_Task item:_
All of the entries need to be repeated exactly. Leave nothing out.

------------------------------

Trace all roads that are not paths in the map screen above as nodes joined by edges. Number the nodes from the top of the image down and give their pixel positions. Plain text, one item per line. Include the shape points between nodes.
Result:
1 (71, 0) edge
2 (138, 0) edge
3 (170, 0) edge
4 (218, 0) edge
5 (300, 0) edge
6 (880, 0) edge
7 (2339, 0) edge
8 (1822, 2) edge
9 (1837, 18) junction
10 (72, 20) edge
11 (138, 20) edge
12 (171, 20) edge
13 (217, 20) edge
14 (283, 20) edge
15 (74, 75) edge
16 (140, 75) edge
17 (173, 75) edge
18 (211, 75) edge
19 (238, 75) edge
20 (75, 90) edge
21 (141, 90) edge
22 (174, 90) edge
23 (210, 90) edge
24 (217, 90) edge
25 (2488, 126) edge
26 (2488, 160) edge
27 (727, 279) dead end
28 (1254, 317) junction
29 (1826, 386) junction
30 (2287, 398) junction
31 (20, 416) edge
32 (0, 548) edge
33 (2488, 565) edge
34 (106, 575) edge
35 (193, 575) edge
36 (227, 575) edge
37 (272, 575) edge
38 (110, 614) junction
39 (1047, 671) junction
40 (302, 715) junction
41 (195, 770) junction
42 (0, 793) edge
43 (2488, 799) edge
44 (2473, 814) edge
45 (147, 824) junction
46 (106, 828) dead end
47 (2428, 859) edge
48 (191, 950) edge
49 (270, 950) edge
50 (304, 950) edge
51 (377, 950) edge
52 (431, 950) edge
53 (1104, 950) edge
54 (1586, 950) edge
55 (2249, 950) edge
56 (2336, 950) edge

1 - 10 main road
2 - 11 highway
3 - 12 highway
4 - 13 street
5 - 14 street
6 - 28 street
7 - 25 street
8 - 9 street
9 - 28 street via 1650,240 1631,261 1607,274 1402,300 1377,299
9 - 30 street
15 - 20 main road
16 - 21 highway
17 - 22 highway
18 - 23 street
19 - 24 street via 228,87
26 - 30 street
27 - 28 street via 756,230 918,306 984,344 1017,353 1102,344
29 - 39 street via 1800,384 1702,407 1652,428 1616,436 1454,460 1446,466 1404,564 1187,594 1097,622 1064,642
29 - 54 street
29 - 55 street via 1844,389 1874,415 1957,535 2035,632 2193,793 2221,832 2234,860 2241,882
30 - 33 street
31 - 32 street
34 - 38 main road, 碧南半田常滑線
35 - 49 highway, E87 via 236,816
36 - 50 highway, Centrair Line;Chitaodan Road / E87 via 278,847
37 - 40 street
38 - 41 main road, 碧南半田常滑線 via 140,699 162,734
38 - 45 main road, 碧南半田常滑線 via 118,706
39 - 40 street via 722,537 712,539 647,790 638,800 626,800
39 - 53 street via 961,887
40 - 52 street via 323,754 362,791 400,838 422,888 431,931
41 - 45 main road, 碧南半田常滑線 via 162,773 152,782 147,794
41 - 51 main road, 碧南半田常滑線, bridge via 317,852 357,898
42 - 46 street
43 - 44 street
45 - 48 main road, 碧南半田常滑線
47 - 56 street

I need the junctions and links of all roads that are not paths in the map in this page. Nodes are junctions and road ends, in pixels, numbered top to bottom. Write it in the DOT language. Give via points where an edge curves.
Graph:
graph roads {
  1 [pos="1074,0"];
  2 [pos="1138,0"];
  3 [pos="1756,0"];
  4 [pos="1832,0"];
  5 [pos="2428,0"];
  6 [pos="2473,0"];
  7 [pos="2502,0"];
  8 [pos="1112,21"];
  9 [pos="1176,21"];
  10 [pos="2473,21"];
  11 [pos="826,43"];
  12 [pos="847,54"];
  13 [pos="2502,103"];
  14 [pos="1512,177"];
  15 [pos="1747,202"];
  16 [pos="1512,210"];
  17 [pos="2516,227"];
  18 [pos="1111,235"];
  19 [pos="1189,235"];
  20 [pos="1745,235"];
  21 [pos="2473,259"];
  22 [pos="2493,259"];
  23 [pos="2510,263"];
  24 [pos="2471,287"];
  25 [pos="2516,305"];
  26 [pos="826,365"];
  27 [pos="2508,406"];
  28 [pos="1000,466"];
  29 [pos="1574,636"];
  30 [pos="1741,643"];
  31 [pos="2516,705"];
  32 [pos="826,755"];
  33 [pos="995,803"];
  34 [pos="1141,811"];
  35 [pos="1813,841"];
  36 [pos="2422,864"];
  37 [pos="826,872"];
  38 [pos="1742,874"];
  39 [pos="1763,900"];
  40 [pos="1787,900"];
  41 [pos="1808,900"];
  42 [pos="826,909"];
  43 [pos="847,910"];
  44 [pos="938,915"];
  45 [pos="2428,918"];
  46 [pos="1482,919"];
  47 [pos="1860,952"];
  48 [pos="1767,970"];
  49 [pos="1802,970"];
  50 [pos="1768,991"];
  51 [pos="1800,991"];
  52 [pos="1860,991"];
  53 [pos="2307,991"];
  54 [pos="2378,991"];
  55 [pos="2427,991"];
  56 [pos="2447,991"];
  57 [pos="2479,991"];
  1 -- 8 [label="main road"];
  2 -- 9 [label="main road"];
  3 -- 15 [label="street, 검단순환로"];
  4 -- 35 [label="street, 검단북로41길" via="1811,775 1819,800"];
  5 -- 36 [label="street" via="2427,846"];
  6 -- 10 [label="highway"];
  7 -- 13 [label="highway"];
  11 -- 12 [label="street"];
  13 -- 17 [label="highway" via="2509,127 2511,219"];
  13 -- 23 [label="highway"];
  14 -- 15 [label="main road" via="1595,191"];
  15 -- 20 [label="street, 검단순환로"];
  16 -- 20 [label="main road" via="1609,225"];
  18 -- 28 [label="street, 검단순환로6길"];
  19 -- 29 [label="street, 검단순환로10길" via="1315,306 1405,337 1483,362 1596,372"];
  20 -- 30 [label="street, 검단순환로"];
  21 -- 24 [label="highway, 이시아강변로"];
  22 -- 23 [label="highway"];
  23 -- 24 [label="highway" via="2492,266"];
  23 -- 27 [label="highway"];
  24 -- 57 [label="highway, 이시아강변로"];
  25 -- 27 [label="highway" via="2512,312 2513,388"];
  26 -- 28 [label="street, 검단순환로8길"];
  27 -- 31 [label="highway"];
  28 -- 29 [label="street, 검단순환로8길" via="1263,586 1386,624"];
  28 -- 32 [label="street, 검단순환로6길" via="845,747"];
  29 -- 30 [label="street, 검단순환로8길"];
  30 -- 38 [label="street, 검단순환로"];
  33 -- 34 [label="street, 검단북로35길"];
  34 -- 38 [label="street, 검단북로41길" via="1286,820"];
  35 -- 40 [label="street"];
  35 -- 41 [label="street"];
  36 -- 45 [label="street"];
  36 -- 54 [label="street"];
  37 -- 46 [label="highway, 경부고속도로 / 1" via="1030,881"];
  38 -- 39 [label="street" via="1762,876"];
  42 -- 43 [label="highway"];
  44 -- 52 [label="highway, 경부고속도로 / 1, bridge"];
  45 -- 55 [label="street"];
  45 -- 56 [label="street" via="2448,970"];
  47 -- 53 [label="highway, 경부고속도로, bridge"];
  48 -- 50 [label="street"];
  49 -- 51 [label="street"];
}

------------------------------

_Exercise answer:_
Trace all roads that are not paths in the map screen above as nodes joined by edges. Number the nodes from the top of the image down and give their pixel positions. Plain text, one item per line. Include the shape points between nodes.
Result:
1 (71, 0) edge
2 (138, 0) edge
3 (170, 0) edge
4 (218, 0) edge
5 (300, 0) edge
6 (880, 0) edge
7 (2339, 0) edge
8 (1822, 2) edge
9 (1837, 18) junction
10 (72, 20) edge
11 (138, 20) edge
12 (171, 20) edge
13 (217, 20) edge
14 (283, 20) edge
15 (74, 75) edge
16 (140, 75) edge
17 (173, 75) edge
18 (211, 75) edge
19 (238, 75) edge
20 (75, 90) edge
21 (141, 90) edge
22 (174, 90) edge
23 (210, 90) edge
24 (217, 90) edge
25 (2488, 126) edge
26 (2488, 160) edge
27 (727, 279) dead end
28 (1254, 317) junction
29 (1826, 386) junction
30 (2287, 398) junction
31 (20, 416) edge
32 (0, 548) edge
33 (2488, 565) edge
34 (106, 575) edge
35 (193, 575) edge
36 (227, 575) edge
37 (272, 575) edge
38 (110, 614) junction
39 (1047, 671) junction
40 (302, 715) junction
41 (195, 770) junction
42 (0, 793) edge
43 (2488, 799) edge
44 (2473, 814) edge
45 (147, 824) junction
46 (106, 828) dead end
47 (2428, 859) edge
48 (191, 950) edge
49 (270, 950) edge
50 (304, 950) edge
51 (377, 950) edge
52 (431, 950) edge
53 (1104, 950) edge
54 (1586, 950) edge
55 (2249, 950) edge
56 (2336, 950) edge

1 - 10 main road
2 - 11 highway
3 - 12 highway
4 - 13 street
5 - 14 street
6 - 28 street
7 - 25 street
8 - 9 street
9 - 28 street via 1650,240 1631,261 1607,274 1402,300 1377,299
9 - 30 street
15 - 20 main road
16 - 21 highway
17 - 22 highway
18 - 23 street
19 - 24 street via 228,87
26 - 30 street
27 - 28 street via 756,230 918,306 984,344 1017,353 1102,344
29 - 39 street via 1800,384 1702,407 1652,428 1616,436 1454,460 1446,466 1404,564 1187,594 1097,622 1064,642
29 - 54 street
29 - 55 street via 1844,389 1874,415 1957,535 2035,632 2193,793 2221,832 2234,860 2241,882
30 - 33 street
31 - 32 street
34 - 38 main road, 碧南半田常滑線
35 - 49 highway, E87 via 236,816
36 - 50 highway, Centrair Line;Chitaodan Road / E87 via 278,847
37 - 40 street
38 - 41 main road, 碧南半田常滑線 via 140,699 162,734
38 - 45 main road, 碧南半田常滑線 via 118,706
39 - 40 street via 722,537 712,539 647,790 638,800 626,800
39 - 53 street via 961,887
40 - 52 street via 323,754 362,791 400,838 422,888 431,931
41 - 45 main road, 碧南半田常滑線 via 162,773 152,782 147,794
41 - 51 main road, 碧南半田常滑線, bridge via 317,852 357,898
42 - 46 street
43 - 44 street
45 - 48 main road, 碧南半田常滑線
47 - 56 street

I need the junctions and links of all roads that are not paths in the map in this page. Nodes are junctions and road ends, in pixels, numbered top to bottom. Write it in the DOT language. Give via points where an edge curves.
Graph:
graph roads {
  1 [pos="1074,0"];
  2 [pos="1138,0"];
  3 [pos="1756,0"];
  4 [pos="1832,0"];
  5 [pos="2428,0"];
  6 [pos="2473,0"];
  7 [pos="2502,0"];
  8 [pos="1112,21"];
  9 [pos="1176,21"];
  10 [pos="2473,21"];
  11 [pos="826,43"];
  12 [pos="847,54"];
  13 [pos="2502,103"];
  14 [pos="1512,177"];
  15 [pos="1747,202"];
  16 [pos="1512,210"];
  17 [pos="2516,227"];
  18 [pos="1111,235"];
  19 [pos="1189,235"];
  20 [pos="1745,235"];
  21 [pos="2473,259"];
  22 [pos="2493,259"];
  23 [pos="2510,263"];
  24 [pos="2471,287"];
  25 [pos="2516,305"];
  26 [pos="826,365"];
  27 [pos="2508,406"];
  28 [pos="1000,466"];
  29 [pos="1574,636"];
  30 [pos="1741,643"];
  31 [pos="2516,705"];
  32 [pos="826,755"];
  33 [pos="995,803"];
  34 [pos="1141,811"];
  35 [pos="1813,841"];
  36 [pos="2422,864"];
  37 [pos="826,872"];
  38 [pos="1742,874"];
  39 [pos="1763,900"];
  40 [pos="1787,900"];
  41 [pos="1808,900"];
  42 [pos="826,909"];
  43 [pos="847,910"];
  44 [pos="938,915"];
  45 [pos="2428,918"];
  46 [pos="1482,919"];
  47 [pos="1860,952"];
  48 [pos="1767,970"];
  49 [pos="1802,970"];
  50 [pos="1768,991"];
  51 [pos="1800,991"];
  52 [pos="1860,991"];
  53 [pos="2307,991"];
  54 [pos="2378,991"];
  55 [pos="2427,991"];
  56 [pos="2447,991"];
  57 [pos="2479,991"];
  1 -- 8 [label="main road"];
  2 -- 9 [label="main road"];
  3 -- 15 [label="street, 검단순환로"];
  4 -- 35 [label="street, 검단북로41길" via="1811,775 1819,800"];
  5 -- 36 [label="street" via="2427,846"];
  6 -- 10 [label="highway"];
  7 -- 13 [label="highway"];
  11 -- 12 [label="street"];
  13 -- 17 [label="highway" via="2509,127 2511,219"];
  13 -- 23 [label="highway"];
  14 -- 15 [label="main road" via="1595,191"];
  15 -- 20 [label="street, 검단순환로"];
  16 -- 20 [label="main road" via="1609,225"];
  18 -- 28 [label="street, 검단순환로6길"];
  19 -- 29 [label="street, 검단순환로10길" via="1315,306 1405,337 1483,362 1596,372"];
  20 -- 30 [label="street, 검단순환로"];
  21 -- 24 [label="highway, 이시아강변로"];
  22 -- 23 [label="highway"];
  23 -- 24 [label="highway" via="2492,266"];
  23 -- 27 [label="highway"];
  24 -- 57 [label="highway, 이시아강변로"];
  25 -- 27 [label="highway" via="2512,312 2513,388"];
  26 -- 28 [label="street, 검단순환로8길"];
  27 -- 31 [label="highway"];
  28 -- 29 [label="street, 검단순환로8길" via="1263,586 1386,624"];
  28 -- 32 [label="street, 검단순환로6길" via="845,747"];
  29 -- 30 [label="street, 검단순환로8길"];
  30 -- 38 [label="street, 검단순환로"];
  33 -- 34 [label="street, 검단북로35길"];
  34 -- 38 [label="street, 검단북로41길" via="1286,820"];
  35 -- 40 [label="street"];
  35 -- 41 [label="street"];
  36 -- 45 [label="street"];
  36 -- 54 [label="street"];
  37 -- 46 [label="highway, 경부고속도로 / 1" via="1030,881"];
  38 -- 39 [label="street" via="1762,876"];
  42 -- 43 [label="highway"];
  44 -- 52 [label="highway, 경부고속도로 / 1, bridge"];
  45 -- 55 [label="street"];
  45 -- 56 [label="street" via="2448,970"];
  47 -- 53 [label="highway, 경부고속도로, bridge"];
  48 -- 50 [label="street"];
  49 -- 51 [label="street"];
}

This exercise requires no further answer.